Records to process
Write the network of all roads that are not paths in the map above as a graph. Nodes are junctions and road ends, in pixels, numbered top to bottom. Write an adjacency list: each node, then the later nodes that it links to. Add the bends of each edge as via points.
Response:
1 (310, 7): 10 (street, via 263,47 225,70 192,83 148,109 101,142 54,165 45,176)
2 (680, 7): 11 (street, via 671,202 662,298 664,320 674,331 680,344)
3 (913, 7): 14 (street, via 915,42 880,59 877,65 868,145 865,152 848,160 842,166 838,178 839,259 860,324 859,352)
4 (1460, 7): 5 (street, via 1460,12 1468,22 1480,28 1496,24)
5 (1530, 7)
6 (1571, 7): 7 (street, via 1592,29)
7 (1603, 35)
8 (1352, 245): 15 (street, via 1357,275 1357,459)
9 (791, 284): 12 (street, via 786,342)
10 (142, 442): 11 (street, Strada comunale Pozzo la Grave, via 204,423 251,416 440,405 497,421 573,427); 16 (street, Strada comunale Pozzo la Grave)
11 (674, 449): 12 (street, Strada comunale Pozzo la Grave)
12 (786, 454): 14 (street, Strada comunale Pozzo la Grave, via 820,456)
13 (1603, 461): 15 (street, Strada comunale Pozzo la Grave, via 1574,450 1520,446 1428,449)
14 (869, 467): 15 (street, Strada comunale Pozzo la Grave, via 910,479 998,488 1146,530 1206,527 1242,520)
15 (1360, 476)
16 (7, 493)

Exercise
The entries above are to be output exactly as they appear.

Answer space
Write the network of all roads that are not paths in the map above as a graph. Nodes are junctions and road ends, in pixels, numbered top to bottom. Write an adjacency list: each node, then the later nodes that it links to. Add the bends of each edge as via points.
Response:
1 (310, 7): 10 (street, via 263,47 225,70 192,83 148,109 101,142 54,165 45,176)
2 (680, 7): 11 (street, via 671,202 662,298 664,320 674,331 680,344)
3 (913, 7): 14 (street, via 915,42 880,59 877,65 868,145 865,152 848,160 842,166 838,178 839,259 860,324 859,352)
4 (1460, 7): 5 (street, via 1460,12 1468,22 1480,28 1496,24)
5 (1530, 7)
6 (1571, 7): 7 (street, via 1592,29)
7 (1603, 35)
8 (1352, 245): 15 (street, via 1357,275 1357,459)
9 (791, 284): 12 (street, via 786,342)
10 (142, 442): 11 (street, Strada comunale Pozzo la Grave, via 204,423 251,416 440,405 497,421 573,427); 16 (street, Strada comunale Pozzo la Grave)
11 (674, 449): 12 (street, Strada comunale Pozzo la Grave)
12 (786, 454): 14 (street, Strada comunale Pozzo la Grave, via 820,456)
13 (1603, 461): 15 (street, Strada comunale Pozzo la Grave, via 1574,450 1520,446 1428,449)
14 (869, 467): 15 (street, Strada comunale Pozzo la Grave, via 910,479 998,488 1146,530 1206,527 1242,520)
15 (1360, 476)
16 (7, 493)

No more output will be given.